= Combined Raw Materials Board =

World War II U.S.-British government agency

The Combined Raw Materials Board was a temporary World War II government agency that allocated the combined economic resources of the United States and Britain. It was set up by President Franklin D. Roosevelt and Prime Minister Winston Churchill on January 26, 1942. Later Canada
participated as an associated member in many of the Board's decisions.
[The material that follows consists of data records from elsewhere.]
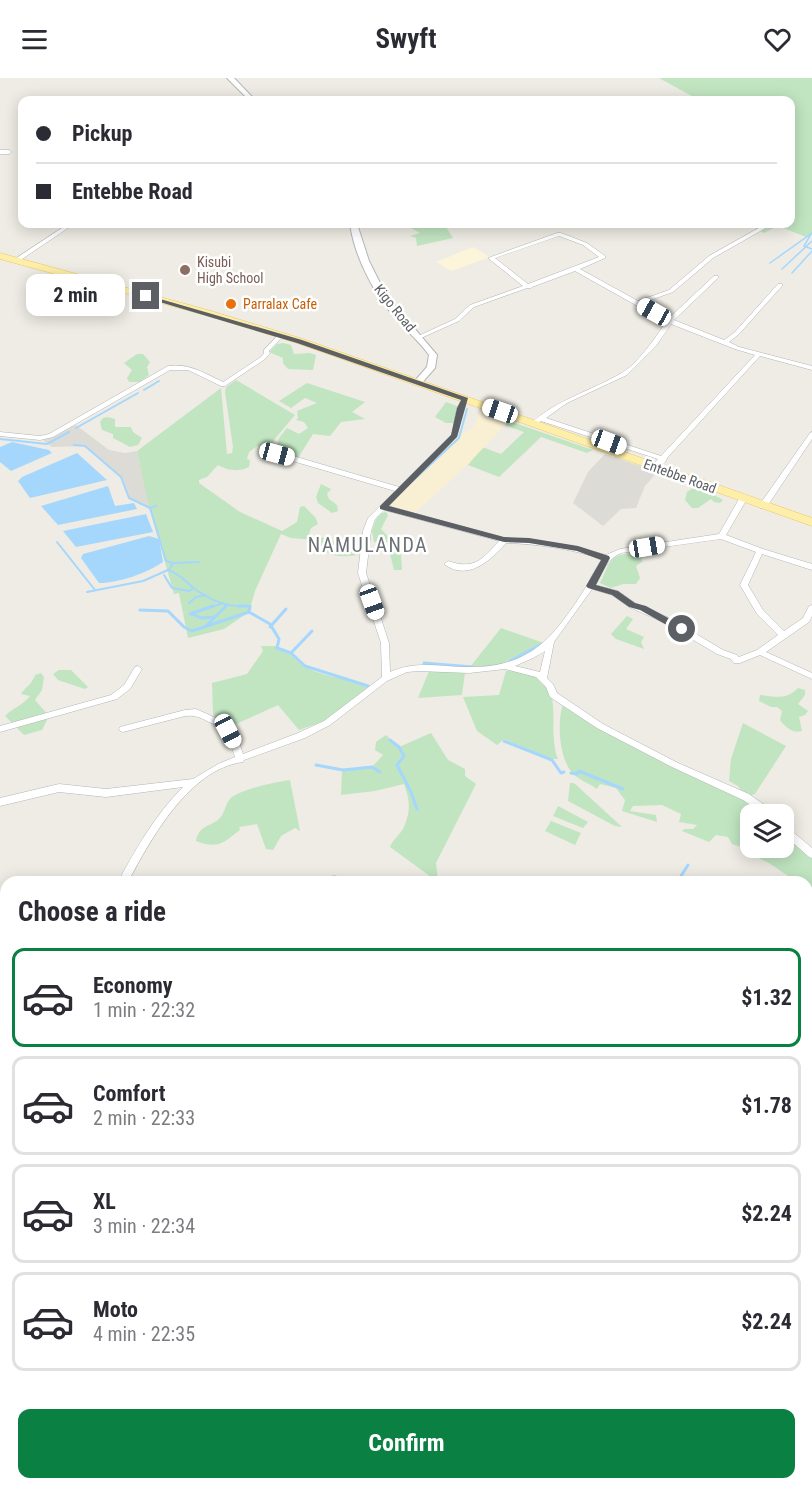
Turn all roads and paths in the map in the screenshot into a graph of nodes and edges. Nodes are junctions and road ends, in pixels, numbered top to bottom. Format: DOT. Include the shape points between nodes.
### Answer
graph roads {
  1 [pos="230,78"];
  2 [pos="248,96"];
  3 [pos="0,152"];
  4 [pos="9,152"];
  5 [pos="65,228"];
  6 [pos="354,228"];
  7 [pos="763,228"];
  8 [pos="0,256"];
  9 [pos="17,260"];
  10 [pos="575,269"];
  11 [pos="716,277"];
  12 [pos="780,285"];
  13 [pos="530,286"];
  14 [pos="638,303"];
  15 [pos="670,321"];
  16 [pos="281,336"];
  17 [pos="419,337"];
  18 [pos="724,343"];
  19 [pos="759,354"];
  20 [pos="812,368"];
  21 [pos="417,383"];
  22 [pos="465,399"];
  23 [pos="537,421"];
  24 [pos="0,434"];
  25 [pos="812,434"];
  26 [pos="274,453"];
  27 [pos="660,463"];
  28 [pos="401,490"];
  29 [pos="743,499"];
  30 [pos="763,506"];
  31 [pos="383,507"];
  32 [pos="812,522"];
  33 [pos="722,536"];
  34 [pos="504,540"];
  35 [pos="760,551"];
  36 [pos="606,558"];
  37 [pos="448,564"];
  38 [pos="812,567"];
  39 [pos="591,586"];
  40 [pos="812,608"];
  41 [pos="783,635"];
  42 [pos="551,641"];
  43 [pos="760,652"];
  44 [pos="508,667"];
  45 [pos="138,669"];
  46 [pos="812,676"];
  47 [pos="543,677"];
  48 [pos="386,678"];
  49 [pos="0,729"];
  50 [pos="123,729"];
  51 [pos="240,760"];
  52 [pos="196,782"];
  53 [pos="0,802"];
  54 [pos="756,804"];
  55 [pos="794,838"];
  56 [pos="812,854"];
  57 [pos="126,876"];
  1 -- 2 [label="street"];
  3 -- 4 [label="street"];
  5 -- 9 [label="street"];
  6 -- 17 [label="street, Kigo Road" via="375,284"];
  7 -- 14 [label="street" via="711,257 671,291"];
  8 -- 9 [label="main road, Entebbe Road"];
  9 -- 16 [label="main road, Entebbe Road"];
  10 -- 13 [label="street"];
  10 -- 13 [label="street" via="603,256 559,234 491,258"];
  10 -- 14 [label="street"];
  11 -- 15 [label="street"];
  12 -- 18 [label="street"];
  13 -- 17 [label="street" via="472,306 457,320"];
  14 -- 15 [label="street"];
  15 -- 18 [label="street"];
  15 -- 23 [label="street" via="654,345 625,374 573,398"];
  16 -- 21 [label="main road, Entebbe Road"];
  16 -- 24 [label="street" via="263,358 224,385 188,367 168,368 51,436"];
  17 -- 21 [label="street, Kigo Road" via="434,359"];
  18 -- 19 [label="street"];
  19 -- 20 [label="street"];
  19 -- 27 [label="street"];
  21 -- 22 [label="main road, Entebbe Road"];
  22 -- 23 [label="main road, Entebbe Road"];
  22 -- 28 [label="street" via="455,435"];
  23 -- 27 [label="main road, Entebbe Road"];
  25 -- 30 [label="street"];
  26 -- 28 [label="street"];
  27 -- 29 [label="main road, Entebbe Road"];
  28 -- 31 [label="street"];
  29 -- 30 [label="main road, Entebbe Road"];
  29 -- 33 [label="street"];
  30 -- 32 [label="main road, Entebbe Road"];
  31 -- 34 [label="street"];
  31 -- 48 [label="street" via="370,520 362,573 387,650"];
  33 -- 35 [label="street"];
  33 -- 36 [label="street" via="620,551"];
  34 -- 36 [label="street" via="578,549"];
  34 -- 37 [label="street" via="472,568"];
  35 -- 38 [label="street"];
  35 -- 41 [label="street" via="744,585 760,612"];
  36 -- 39 [label="street"];
  39 -- 43 [label="street" via="615,593 737,661"];
  39 -- 44 [label="street" via="544,649"];
  40 -- 41 [label="street" via="806,620"];
  41 -- 43 [label="street"];
  42 -- 47 [label="street"];
  43 -- 46 [label="street"];
  44 -- 47 [label="street"];
  44 -- 48 [label="street" via="472,671 412,668"];
  45 -- 49 [label="street" via="127,687 114,697"];
  47 -- 54 [label="street" via="553,695 600,726"];
  48 -- 51 [label="street" via="326,723"];
  50 -- 51 [label="street" via="196,712 224,725"];
  51 -- 52 [label="street" via="221,766"];
  52 -- 53 [label="street" via="106,793 59,788"];
  52 -- 57 [label="street" via="172,805"];
  55 -- 56 [label="street"];
}
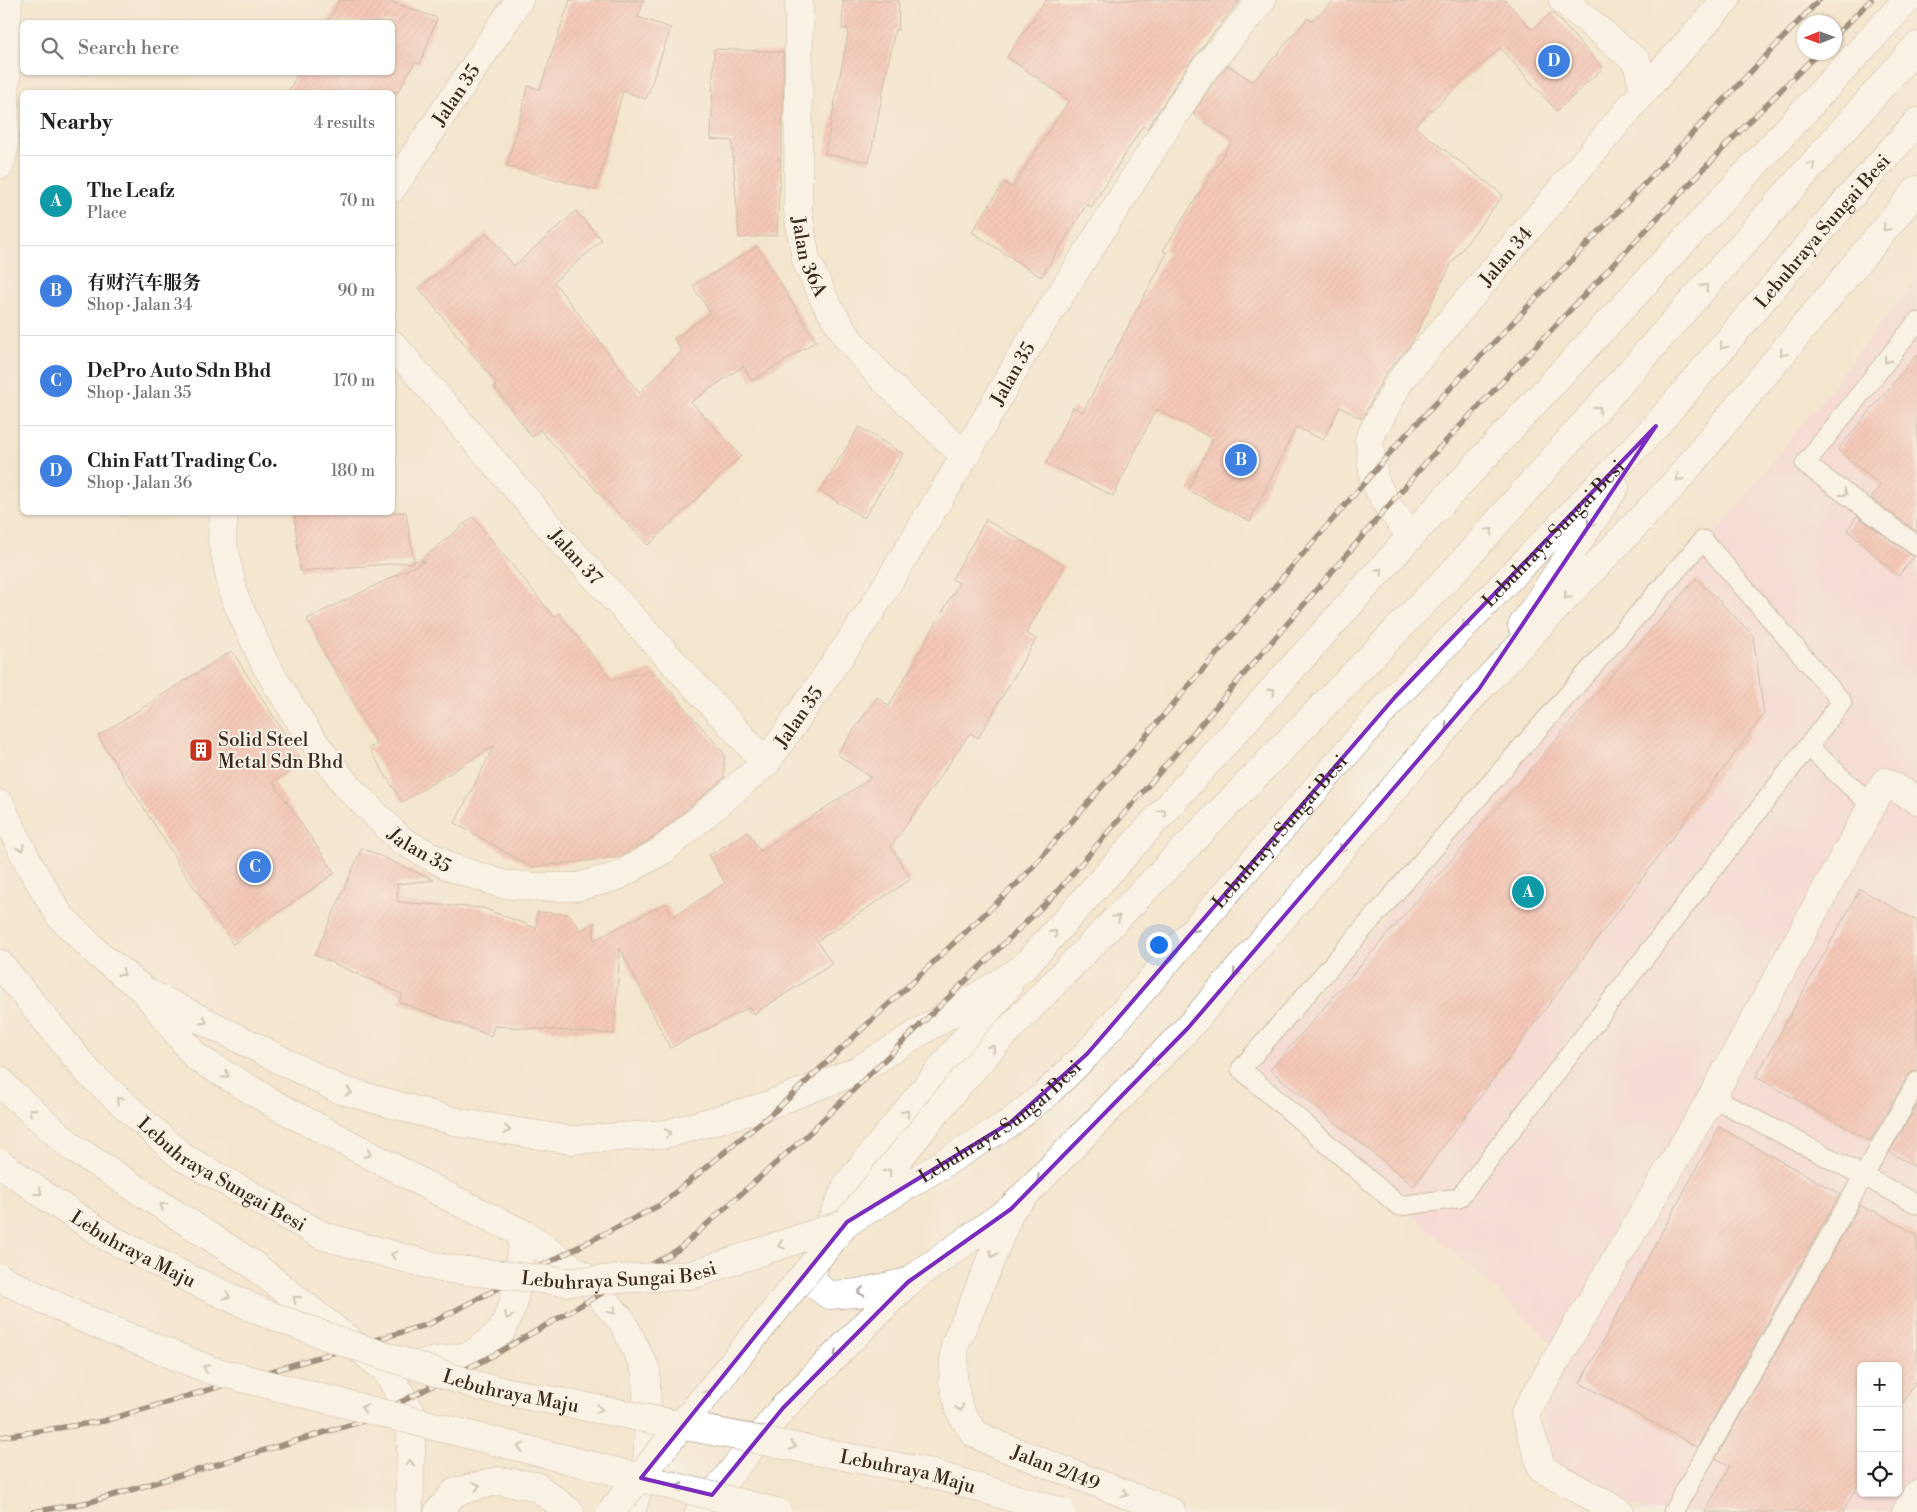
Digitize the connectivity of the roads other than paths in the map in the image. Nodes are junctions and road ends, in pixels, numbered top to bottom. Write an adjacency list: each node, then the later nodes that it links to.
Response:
1 (8, 0): 11 (main road)
2 (519, 0): 12 (main road, Jalan 35)
3 (799, 0): 17 (main road, Jalan 36A)
4 (1262, 0): 17 (main road, Jalan 35)
5 (1563, 0): 9 (main road)
6 (1726, 0): 9 (main road, Jalan 34)
7 (1907, 0): 19 (main road)
8 (1917, 46): 45 (main road, one-way to 8, bridge)
9 (1644, 91): 19 (main road, Jalan 34)
10 (1917, 122): 16 (main road, Lebuhraya Sungai Besi, one-way to 16)
11 (0, 165)
12 (395, 186)
13 (1917, 190): 21 (main road, one-way to 21)
14 (1917, 322): 20 (lane, one-way to 20)
15 (395, 347): 23 (main road, Jalan 37)
16 (1656, 426): 21 (main road, one-way to 21); 27 (main road, Lebuhraya Sungai Besi, one-way to 27, bridge)
17 (964, 456): 23 (main road, Jalan 35)
18 (224, 515): 23 (main road, Jalan 35)
19 (1411, 536): 28 (main road, one-way to 19)
20 (1917, 546)
21 (1479, 689): 36 (main road, one-way to 36)
22 (1808, 746): 22 (lane); 26 (lane)
23 (766, 763)
24 (1917, 800): 26 (main road)
25 (0, 804): 29 (main road, one-way to 29)
26 (1872, 806): 32 (main road)
27 (0, 964)
28 (1022, 969): 29 (main road, one-way to 28); 39 (main road, one-way to 28)
29 (145, 991): 37 (main road, one-way to 37)
30 (0, 1080): 40 (main road, one-way to 30)
31 (1917, 1082): 34 (lane)
32 (1712, 1096): 34 (lane); 51 (main road)
33 (0, 1163): 49 (main road, Lebuhraya Maju, one-way to 49, bridge)
34 (1863, 1176): 35 (lane); 52 (lane)
35 (1917, 1204)
36 (1011, 1209): 39 (main road); 50 (main road, Jalan 2/149, one-way to 50)
37 (524, 1234): 40 (main road, one-way to 40); 46 (main road, one-way to 46)
38 (0, 1278): 48 (main road, one-way to 38, bridge)
39 (908, 1282): 47 (main road, one-way to 47)
40 (385, 1369): 42 (main road, one-way to 40)
41 (1917, 1494): 53 (main road)
42 (409, 1512)
43 (438, 1512): 44 (main road, one-way to 44)
44 (570, 1512)
45 (610, 1512)
46 (631, 1512)
47 (699, 1512)
48 (777, 1512)
49 (1061, 1512)
50 (1172, 1512)
51 (1620, 1512)
52 (1673, 1512)
53 (1906, 1512)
Rosen finds that the Board concentrated on difficult but non-controversial commodity problems. As the war ended its commodity committees were enlarged to include representatives of other nations. The Board closed down at the end of December 1945.

==Mission==
Roosevelt and Churchill set the Board's mission as:
a. Be composed of a representative of the British Government and a representative of the U.S. Government. The British member will represent and act under the instruction of the Minister of Supply.
b. Plan the best and speediest development, expansion and use of the raw material resources under the jurisdiction or control of the two Governments, and make the recommendations necessary to execute such plans. Such recommendations shall be carried out by all parts of the respective Governments.
c. In collaboration with others of the United Nations work toward the best utilisation of their raw material resources, and, in collaboration with the interested nation or nations, formulate plans and recommendations for the development, expansion, purchase, or other effective use of their raw materials.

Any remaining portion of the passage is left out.